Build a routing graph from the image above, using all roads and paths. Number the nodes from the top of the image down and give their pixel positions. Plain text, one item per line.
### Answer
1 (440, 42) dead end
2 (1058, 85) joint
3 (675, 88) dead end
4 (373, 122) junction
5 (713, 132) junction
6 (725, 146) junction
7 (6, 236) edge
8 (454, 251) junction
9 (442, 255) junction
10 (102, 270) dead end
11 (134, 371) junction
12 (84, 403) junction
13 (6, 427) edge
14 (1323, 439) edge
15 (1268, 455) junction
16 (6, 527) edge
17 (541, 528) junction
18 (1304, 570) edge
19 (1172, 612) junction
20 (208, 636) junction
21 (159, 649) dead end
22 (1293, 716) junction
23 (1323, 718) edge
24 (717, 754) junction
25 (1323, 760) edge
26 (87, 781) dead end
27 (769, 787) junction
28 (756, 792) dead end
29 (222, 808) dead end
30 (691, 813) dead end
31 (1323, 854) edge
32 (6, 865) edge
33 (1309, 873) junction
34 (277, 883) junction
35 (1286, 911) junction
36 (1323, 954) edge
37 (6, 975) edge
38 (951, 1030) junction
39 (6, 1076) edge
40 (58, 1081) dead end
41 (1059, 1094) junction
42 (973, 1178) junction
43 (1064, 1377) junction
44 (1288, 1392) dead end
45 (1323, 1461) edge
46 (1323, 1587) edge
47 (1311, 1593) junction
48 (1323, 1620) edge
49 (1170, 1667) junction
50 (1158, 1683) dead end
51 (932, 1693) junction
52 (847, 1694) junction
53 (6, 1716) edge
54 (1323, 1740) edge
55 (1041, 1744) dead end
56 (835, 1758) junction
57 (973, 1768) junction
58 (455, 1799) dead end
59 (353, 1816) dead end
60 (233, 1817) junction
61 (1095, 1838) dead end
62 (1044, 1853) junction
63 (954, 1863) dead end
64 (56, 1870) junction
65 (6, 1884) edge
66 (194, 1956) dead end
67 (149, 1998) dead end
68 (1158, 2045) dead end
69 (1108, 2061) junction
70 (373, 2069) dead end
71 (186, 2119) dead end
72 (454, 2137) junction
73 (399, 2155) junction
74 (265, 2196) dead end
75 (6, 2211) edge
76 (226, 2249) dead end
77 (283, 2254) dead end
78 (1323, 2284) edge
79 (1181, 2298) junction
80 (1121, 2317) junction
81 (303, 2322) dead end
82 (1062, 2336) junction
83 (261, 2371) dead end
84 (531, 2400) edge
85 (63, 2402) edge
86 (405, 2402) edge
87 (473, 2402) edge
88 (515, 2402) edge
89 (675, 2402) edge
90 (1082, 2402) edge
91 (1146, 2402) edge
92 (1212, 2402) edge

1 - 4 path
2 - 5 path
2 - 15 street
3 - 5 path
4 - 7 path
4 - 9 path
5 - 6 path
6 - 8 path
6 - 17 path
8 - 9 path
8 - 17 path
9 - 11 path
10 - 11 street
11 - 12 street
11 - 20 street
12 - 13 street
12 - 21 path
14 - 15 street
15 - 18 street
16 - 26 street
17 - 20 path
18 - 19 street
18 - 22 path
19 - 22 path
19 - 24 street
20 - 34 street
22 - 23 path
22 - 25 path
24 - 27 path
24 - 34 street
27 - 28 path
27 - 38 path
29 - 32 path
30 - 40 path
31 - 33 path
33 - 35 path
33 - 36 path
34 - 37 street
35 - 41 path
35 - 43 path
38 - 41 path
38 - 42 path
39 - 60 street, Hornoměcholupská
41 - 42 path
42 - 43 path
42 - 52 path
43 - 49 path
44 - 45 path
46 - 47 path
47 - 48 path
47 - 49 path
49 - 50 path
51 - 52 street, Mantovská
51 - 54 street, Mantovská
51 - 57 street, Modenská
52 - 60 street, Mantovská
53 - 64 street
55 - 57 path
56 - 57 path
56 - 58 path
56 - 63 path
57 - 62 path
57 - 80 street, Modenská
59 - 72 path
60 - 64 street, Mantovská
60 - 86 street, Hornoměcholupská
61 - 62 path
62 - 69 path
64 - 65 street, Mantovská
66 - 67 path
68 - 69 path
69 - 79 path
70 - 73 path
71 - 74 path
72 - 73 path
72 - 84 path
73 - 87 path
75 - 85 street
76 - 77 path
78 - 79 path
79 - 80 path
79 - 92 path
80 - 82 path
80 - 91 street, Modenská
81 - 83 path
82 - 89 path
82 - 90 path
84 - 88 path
_ _ _ _ _
## INSTRUCTIONS FOR THE TASK
Whenever the word "Hornoměcholupská" turns up in a line of the listing above, copy the line.

## SOLVED EXERCISE
39 - 60 street, Hornoměcholupská
60 - 86 street, Hornoměcholupská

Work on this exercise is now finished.